§ **Your instructions**:
Without the images, reproduce every entry exactly.

§ **Stored items**:

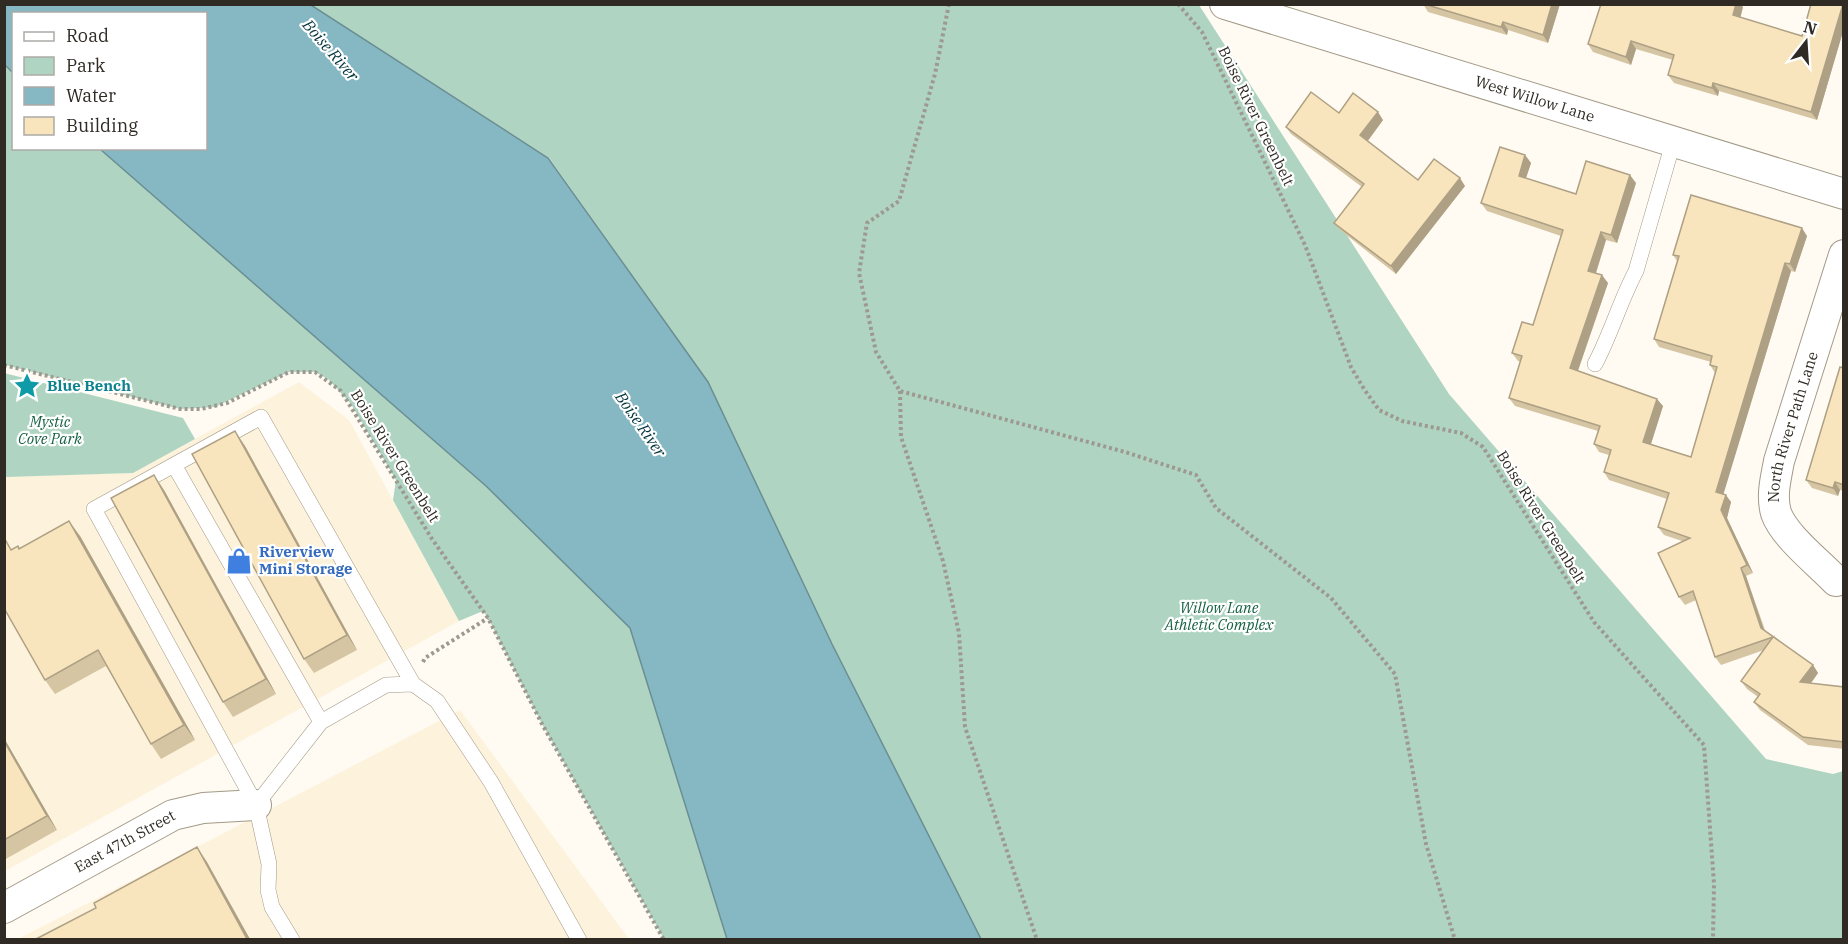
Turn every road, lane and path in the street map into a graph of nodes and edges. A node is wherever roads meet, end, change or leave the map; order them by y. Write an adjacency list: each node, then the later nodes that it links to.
1 (949, 4): 9 (path)
2 (1178, 4): 22 (path, Boise River Greenbelt)
3 (1225, 4): 4 (street, West Willow Lane)
4 (1673, 142): 5 (street, West Willow Lane); 7 (lane)
5 (1844, 194)
6 (1844, 255): 11 (street, North River Path Lane)
7 (1595, 364)
8 (4, 365): 12 (path, Boise River Greenbelt)
9 (900, 391): 20 (path); 21 (path)
10 (174, 465): 13 (lane); 14 (lane); 15 (lane)
11 (1836, 581)
12 (488, 618): 13 (path); 19 (path, Boise River Greenbelt)
13 (413, 684): 14 (lane); 18 (lane)
14 (321, 722): 15 (lane)
15 (256, 805): 16 (street, East 47th Street); 17 (lane)
16 (4, 908)
17 (292, 939)
18 (579, 939)
19 (664, 939)
20 (1037, 939)
21 (1455, 939)
22 (1713, 939)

§ **Your response**:
Turn every road, lane and path in the street map into a graph of nodes and edges. A node is wherever roads meet, end, change or leave the map; order them by y. Write an adjacency list: each node, then the later nodes that it links to.
1 (949, 4): 9 (path)
2 (1178, 4): 22 (path, Boise River Greenbelt)
3 (1225, 4): 4 (street, West Willow Lane)
4 (1673, 142): 5 (street, West Willow Lane); 7 (lane)
5 (1844, 194)
6 (1844, 255): 11 (street, North River Path Lane)
7 (1595, 364)
8 (4, 365): 12 (path, Boise River Greenbelt)
9 (900, 391): 20 (path); 21 (path)
10 (174, 465): 13 (lane); 14 (lane); 15 (lane)
11 (1836, 581)
12 (488, 618): 13 (path); 19 (path, Boise River Greenbelt)
13 (413, 684): 14 (lane); 18 (lane)
14 (321, 722): 15 (lane)
15 (256, 805): 16 (street, East 47th Street); 17 (lane)
16 (4, 908)
17 (292, 939)
18 (579, 939)
19 (664, 939)
20 (1037, 939)
21 (1455, 939)
22 (1713, 939)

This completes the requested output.